Рассказ? - Морис Бланшо
Шрифт:
Интервал:
Закладка:
Извиняясь, он грустно заявил кому-то: “Да, знаю, ко мне тянет людей”. Подчас он казался очень близким, подчас не очень: стены рухнули; подчас все таким же близким, но вне всякой связи — рухнули и те стены, что разделяют, и те, что служат для перестукивания на тюремном языке. И надлежало заново возводить стену, попросить у него чуточку безразличия, той спокойной дистанции, что уравновешивает жизни. По-моему, она всегда обладала силой отодвинуть его чуть в сторону от самого себя. Обладала простотой, которая хранила их обоих. Без выкрутас принимая даже обернувшееся ужасом, она не теряла голову и если должна была на это намекнуть, так для того, чтобы свести все к непринужденности слов. Меня удивляло, как она принялась говорить о себе, пока он был там и после того, как вновь там появился: крайне легкомысленно, не заикаясь ни о чем существенном; это ни к чему не вело. Но как вибрировало у нее меж зубов, минуя — словно вздох, словно спокойное насилие — сжатый рот, слово я. Будто некий инстинкт подсказал ей, что перед ним она должна говорить я, только я, что он очарован этим легким словцом, на которое сама она почти не имела права и которое произносила так, будто оно означало чуть ли не кого- то другого. Возможно, все “я” подавали ему знак; возможно, одним этим словом каждый был в состоянии сообщить ему нечто важное; но у нее оно становилось более ему близким, более интимным. Для него она была мной, но неким словно покинутым мною, отверстым, которое ни о ком не помнило.

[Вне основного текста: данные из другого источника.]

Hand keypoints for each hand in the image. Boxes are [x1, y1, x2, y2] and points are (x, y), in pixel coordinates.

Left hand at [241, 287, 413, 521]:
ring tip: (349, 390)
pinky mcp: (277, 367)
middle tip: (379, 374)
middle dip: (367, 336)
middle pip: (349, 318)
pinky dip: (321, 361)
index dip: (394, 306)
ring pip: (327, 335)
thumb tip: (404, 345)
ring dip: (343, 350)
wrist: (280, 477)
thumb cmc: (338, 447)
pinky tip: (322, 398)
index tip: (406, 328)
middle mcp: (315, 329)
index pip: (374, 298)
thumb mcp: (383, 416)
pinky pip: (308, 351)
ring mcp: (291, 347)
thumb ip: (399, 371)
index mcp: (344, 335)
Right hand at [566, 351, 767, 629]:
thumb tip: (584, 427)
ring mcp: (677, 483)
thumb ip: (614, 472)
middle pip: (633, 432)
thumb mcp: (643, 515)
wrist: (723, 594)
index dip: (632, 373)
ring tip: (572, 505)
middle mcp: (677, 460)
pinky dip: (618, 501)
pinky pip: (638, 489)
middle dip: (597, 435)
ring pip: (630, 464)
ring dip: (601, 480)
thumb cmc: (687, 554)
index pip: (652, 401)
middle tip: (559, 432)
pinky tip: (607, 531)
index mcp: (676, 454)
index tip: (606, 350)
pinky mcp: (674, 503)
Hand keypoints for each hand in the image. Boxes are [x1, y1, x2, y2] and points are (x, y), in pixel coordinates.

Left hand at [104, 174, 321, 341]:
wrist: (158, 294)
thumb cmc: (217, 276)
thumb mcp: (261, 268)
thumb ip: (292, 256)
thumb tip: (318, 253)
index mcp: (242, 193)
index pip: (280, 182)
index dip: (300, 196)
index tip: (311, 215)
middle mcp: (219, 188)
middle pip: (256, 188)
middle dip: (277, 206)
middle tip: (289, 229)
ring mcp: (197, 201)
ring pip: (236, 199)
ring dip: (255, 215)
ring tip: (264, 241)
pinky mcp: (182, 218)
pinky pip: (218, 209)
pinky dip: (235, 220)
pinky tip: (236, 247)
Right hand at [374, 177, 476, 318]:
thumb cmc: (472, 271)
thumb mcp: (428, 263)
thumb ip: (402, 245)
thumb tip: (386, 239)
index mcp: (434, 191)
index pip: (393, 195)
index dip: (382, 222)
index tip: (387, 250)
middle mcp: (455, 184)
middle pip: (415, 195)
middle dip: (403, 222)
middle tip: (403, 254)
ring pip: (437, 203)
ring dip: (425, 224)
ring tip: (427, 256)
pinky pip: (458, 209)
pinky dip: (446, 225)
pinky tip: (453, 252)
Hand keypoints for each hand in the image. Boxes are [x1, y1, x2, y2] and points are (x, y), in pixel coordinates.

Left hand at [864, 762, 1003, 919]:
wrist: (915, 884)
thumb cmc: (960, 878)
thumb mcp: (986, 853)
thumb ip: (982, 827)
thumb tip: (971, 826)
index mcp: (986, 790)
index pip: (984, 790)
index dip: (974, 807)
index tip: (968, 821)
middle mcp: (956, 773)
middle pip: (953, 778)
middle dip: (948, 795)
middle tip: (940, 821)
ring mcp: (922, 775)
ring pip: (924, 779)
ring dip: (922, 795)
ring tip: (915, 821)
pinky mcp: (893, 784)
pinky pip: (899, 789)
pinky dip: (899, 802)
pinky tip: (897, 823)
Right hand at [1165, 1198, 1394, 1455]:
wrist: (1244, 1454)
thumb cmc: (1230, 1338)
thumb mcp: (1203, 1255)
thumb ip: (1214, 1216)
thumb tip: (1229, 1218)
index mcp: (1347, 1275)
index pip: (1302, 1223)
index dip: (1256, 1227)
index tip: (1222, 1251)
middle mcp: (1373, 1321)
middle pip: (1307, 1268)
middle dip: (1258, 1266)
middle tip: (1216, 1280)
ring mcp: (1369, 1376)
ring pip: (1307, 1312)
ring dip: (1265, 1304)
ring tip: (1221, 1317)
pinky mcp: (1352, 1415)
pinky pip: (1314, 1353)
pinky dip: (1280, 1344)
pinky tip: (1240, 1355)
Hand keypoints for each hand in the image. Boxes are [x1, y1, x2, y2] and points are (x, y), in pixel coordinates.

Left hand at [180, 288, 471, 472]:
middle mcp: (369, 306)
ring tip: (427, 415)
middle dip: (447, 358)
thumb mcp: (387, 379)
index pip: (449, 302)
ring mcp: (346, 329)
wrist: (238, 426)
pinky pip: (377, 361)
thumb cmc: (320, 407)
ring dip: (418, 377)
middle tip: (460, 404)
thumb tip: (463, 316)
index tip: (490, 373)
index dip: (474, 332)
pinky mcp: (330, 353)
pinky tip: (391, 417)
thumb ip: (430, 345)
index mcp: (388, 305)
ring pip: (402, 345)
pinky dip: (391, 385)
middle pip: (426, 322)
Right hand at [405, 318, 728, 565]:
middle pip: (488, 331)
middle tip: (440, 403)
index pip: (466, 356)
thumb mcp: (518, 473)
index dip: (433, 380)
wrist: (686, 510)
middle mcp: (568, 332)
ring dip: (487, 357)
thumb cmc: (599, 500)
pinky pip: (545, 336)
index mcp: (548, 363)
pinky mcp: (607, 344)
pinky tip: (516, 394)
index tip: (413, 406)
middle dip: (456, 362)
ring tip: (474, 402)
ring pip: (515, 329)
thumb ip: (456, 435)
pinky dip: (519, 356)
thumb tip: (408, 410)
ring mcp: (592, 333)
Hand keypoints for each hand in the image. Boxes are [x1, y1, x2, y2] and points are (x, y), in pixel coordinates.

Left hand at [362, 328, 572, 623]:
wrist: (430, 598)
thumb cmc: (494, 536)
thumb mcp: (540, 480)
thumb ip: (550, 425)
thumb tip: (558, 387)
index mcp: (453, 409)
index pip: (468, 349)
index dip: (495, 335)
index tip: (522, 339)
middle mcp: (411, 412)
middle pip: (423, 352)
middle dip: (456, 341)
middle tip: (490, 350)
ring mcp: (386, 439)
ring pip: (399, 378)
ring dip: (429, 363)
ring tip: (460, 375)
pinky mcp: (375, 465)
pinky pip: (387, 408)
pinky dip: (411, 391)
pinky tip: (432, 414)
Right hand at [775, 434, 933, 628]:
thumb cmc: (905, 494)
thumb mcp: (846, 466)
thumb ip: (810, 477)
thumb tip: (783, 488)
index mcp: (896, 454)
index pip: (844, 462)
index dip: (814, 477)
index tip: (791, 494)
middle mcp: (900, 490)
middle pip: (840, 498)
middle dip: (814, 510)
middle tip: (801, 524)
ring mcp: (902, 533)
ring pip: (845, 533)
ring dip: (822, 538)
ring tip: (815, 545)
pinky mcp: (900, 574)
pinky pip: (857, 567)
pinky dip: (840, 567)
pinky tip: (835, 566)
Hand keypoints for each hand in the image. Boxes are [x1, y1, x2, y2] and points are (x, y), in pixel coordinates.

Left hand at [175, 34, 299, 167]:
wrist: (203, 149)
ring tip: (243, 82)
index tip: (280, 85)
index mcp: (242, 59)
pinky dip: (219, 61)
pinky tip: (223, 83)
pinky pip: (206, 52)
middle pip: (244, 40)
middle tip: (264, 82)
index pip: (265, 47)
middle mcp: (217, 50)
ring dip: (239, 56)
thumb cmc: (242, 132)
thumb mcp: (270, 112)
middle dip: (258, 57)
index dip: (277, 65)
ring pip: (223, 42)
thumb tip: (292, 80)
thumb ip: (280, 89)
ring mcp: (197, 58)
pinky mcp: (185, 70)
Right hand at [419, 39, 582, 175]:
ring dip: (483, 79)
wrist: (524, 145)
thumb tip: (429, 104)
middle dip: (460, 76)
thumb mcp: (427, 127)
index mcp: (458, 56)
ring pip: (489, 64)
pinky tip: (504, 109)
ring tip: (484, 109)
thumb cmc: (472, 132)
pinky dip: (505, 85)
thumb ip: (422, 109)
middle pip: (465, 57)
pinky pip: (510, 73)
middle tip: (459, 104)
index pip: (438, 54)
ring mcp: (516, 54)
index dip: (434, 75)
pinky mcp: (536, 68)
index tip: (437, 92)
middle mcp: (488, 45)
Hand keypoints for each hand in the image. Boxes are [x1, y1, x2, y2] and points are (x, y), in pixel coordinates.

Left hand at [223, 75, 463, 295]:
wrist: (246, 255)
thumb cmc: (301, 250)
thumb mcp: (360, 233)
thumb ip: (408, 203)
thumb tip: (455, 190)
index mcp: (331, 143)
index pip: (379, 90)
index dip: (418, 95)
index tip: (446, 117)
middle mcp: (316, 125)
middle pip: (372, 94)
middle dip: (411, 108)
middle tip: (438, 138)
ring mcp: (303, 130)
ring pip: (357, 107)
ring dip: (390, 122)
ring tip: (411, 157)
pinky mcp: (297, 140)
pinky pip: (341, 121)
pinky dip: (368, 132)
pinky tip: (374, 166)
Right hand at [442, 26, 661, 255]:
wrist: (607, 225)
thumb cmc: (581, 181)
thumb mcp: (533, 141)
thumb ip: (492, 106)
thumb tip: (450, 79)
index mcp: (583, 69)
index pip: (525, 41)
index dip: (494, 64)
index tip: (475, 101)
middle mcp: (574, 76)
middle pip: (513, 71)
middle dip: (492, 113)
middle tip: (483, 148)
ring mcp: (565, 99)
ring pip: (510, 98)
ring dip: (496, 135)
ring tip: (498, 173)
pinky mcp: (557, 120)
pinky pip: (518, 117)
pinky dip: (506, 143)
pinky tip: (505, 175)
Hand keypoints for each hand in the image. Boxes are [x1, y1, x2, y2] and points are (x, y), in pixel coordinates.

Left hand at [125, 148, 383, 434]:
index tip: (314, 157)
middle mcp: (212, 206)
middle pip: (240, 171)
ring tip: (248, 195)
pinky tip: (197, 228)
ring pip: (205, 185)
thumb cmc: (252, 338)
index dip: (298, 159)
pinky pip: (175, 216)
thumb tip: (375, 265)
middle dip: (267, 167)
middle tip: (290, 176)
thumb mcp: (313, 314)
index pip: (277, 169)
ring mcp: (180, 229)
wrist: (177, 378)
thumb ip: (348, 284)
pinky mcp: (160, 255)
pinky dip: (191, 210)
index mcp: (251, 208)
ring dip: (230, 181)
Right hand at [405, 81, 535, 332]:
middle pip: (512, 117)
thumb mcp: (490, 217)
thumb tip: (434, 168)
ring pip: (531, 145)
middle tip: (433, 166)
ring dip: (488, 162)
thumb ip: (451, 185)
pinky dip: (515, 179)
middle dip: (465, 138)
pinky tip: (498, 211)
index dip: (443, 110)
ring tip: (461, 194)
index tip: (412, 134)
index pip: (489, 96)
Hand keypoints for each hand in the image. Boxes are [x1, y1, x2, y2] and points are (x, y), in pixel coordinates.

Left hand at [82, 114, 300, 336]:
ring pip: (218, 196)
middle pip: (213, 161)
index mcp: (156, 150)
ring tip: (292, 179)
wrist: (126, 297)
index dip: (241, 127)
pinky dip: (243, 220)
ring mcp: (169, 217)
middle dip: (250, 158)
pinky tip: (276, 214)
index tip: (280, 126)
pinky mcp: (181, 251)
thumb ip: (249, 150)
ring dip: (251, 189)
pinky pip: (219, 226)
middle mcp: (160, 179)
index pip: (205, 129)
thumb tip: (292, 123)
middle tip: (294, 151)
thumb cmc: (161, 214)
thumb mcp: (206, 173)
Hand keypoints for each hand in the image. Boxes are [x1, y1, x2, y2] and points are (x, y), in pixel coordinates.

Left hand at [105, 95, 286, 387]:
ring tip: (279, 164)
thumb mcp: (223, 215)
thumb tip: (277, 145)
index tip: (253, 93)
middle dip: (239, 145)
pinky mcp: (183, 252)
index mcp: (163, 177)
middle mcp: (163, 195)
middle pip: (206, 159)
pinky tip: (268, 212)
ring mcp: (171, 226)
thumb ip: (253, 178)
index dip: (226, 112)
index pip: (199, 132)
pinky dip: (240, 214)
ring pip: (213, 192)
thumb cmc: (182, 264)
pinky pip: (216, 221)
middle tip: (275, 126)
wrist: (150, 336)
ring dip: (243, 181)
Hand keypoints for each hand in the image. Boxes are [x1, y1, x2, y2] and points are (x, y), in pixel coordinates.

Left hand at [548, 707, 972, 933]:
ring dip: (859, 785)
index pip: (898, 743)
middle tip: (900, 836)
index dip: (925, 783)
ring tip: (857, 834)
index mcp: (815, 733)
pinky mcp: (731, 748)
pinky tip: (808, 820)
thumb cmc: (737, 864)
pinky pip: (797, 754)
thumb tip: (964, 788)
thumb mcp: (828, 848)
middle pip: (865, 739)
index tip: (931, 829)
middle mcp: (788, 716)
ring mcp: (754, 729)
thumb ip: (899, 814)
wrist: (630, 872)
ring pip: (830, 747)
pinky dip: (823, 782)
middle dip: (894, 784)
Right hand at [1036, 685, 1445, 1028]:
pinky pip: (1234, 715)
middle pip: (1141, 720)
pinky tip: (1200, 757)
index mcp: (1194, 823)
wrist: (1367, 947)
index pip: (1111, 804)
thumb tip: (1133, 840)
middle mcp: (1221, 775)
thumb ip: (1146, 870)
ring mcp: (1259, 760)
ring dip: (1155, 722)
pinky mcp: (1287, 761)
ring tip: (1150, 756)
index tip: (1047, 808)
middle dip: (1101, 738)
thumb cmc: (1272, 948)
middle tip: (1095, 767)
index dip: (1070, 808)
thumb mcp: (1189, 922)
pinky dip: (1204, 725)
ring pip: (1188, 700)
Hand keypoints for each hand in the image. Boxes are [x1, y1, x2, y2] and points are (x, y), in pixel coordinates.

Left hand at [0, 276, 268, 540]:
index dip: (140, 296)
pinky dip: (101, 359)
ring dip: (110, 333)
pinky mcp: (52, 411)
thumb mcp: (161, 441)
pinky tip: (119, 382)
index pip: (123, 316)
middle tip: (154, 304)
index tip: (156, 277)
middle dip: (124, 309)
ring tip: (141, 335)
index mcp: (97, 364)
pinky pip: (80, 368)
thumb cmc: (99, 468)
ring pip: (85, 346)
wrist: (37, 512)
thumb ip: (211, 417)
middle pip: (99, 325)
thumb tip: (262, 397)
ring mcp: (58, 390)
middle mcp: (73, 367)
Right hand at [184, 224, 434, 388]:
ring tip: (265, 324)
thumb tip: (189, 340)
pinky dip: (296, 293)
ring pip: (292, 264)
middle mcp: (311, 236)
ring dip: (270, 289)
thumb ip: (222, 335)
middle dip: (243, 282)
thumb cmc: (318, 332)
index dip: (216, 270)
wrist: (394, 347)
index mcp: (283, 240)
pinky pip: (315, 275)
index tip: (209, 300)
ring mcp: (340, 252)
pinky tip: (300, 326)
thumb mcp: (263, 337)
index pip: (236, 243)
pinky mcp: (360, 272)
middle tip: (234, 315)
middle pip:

Это я — его-то я и не могу произнести — было ужасно: ужасно кроткое и слабое, ужасно обнаженное и постыдное, чуждая любому притворству дрожь, вполне от меня чистая, но чистота эта во всем доходила до конца, всего требовала, вскрывала и выдавала совершенно темное, быть может — последнее я, которое застанет врасплох саму смерть, влекомое ею к себе как ей заказанный секрет, обломок кораблекрушения, все еще живой отпечаток ноги, разинутый в песке рот.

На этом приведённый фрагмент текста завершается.